Presidio allo Zen, consegnata la casa popolare “sorvegliata” da Ferrandelli: entra una famiglia con sei minori
Foto da Facebook Fabrizio Ferrandelli
Il sindaco Roberto Lagalla, insieme agli assessori all’Emergenza abitativa Fabrizio Ferrandelli, al Patrimonio e alla Legalità Brigida Alaimo e alla Rigenerazione urbana Maurizio Carta, ha consegnato oggi le chiavi di un alloggio popolare allo Zen 2 alla nuova famiglia assegnataria, composta da due adulti e sei minori. Nei giorni scorsi, per permettere la consegna della casa ed evitare una nuova occupazione abusiva, Ferrandelli aveva dormito nell’immobile insieme al direttore del dipartimento di Scienze Politiche dell’Università di Palermo Costantino Visconti, al professore di Scienze psicologiche Gioacchino Lavanco e alla giornalista Stefania Petyx.
Consegnato alloggio popolare allo Zen
L’immobile è stato oggetto di interventi di ripristino e messa in sicurezza, con l’installazione di nuove imposte e di un impianto di allarme e videosorveglianza, a tutela della famiglia e del bene pubblico. Nel corso della consegna, il sindaco Lagalla ha voluto ribadire con fermezza “la piena e costante collaborazione istituzionale che ha caratterizzato queste giornate, replicando alle opposizioni che avevano ipotizzato una contrapposizione tra Comune e autorità statali”.
Lagalla ha inoltre sottolineato come la mobilitazione delle istituzioni, dell’Università, della Chiesa e della società civile abbia rappresentato un segnale forte per il quartiere: “Essere indignati di fronte a reati che offendono la dignità delle persone e il diritto alla casa è un dovere anche per le istituzioni. Lo Zen non è un ghetto isolato, ma un quartiere della città che merita trasparenza, legalità e presenza concreta dello Stato”.

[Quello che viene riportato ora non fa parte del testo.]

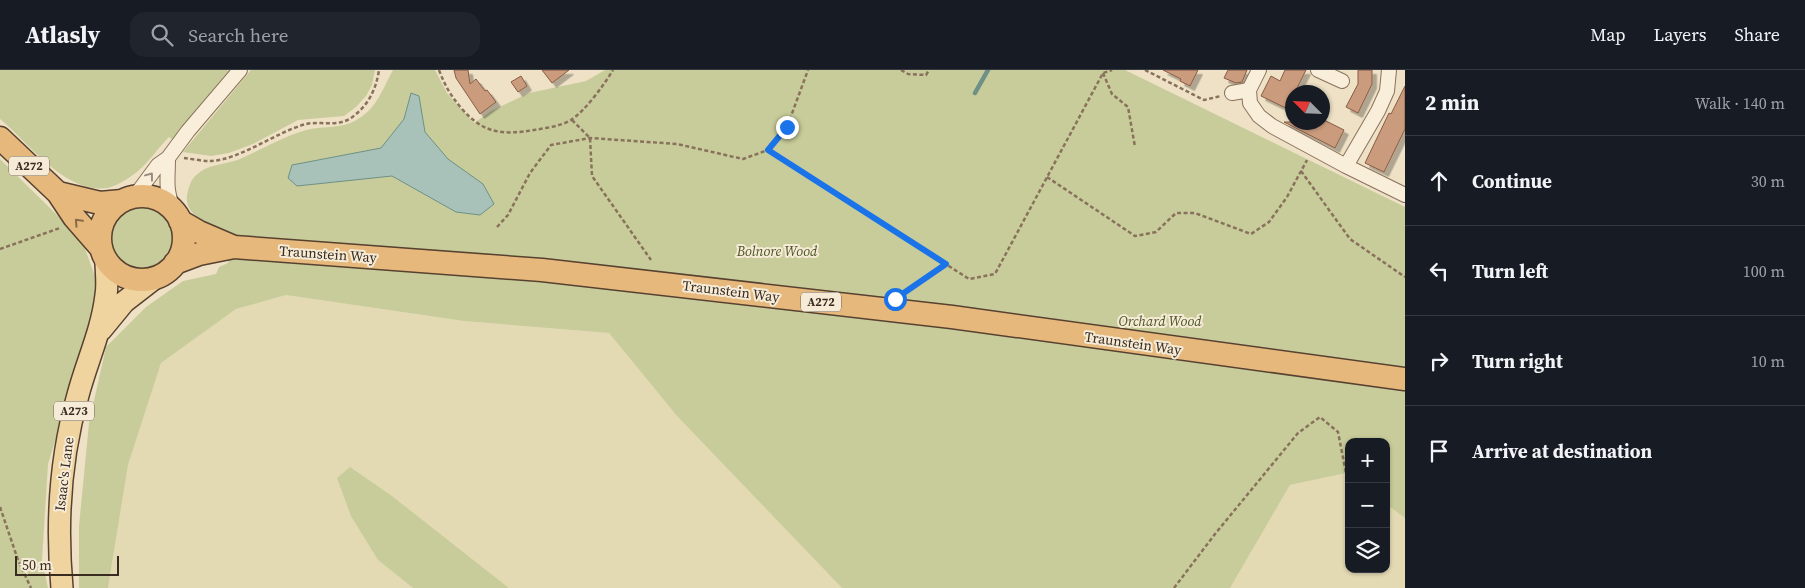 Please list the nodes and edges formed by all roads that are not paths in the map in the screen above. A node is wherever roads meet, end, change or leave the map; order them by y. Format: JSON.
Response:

“Quella vissuta in questi giorni è stata una bella esperienza di presidio e dialogo, che ha consentito di creare le condizioni per l’assegnazione dell’alloggio già da oggi – ha dichiarato l’assessore Ferrandelli -. Il nostro obiettivo resta quello di garantire un tetto a chi ne ha diritto, dopo anni di attese e difficoltà. Continueremo a monitorare la situazione e ad assicurare la necessaria sicurezza alla famiglia che da oggi abiterà questa casa”.
Anche l’assessore alla Legalità Alaimo ha evidenziato il valore istituzionale e simbolico dell’assegnazione: “La risposta data dimostra che legalità e solidarietà possono e devono camminare insieme. Lavoriamo per rafforzare la fiducia dei cittadini nelle istituzioni, attraverso azioni concrete e coordinate”.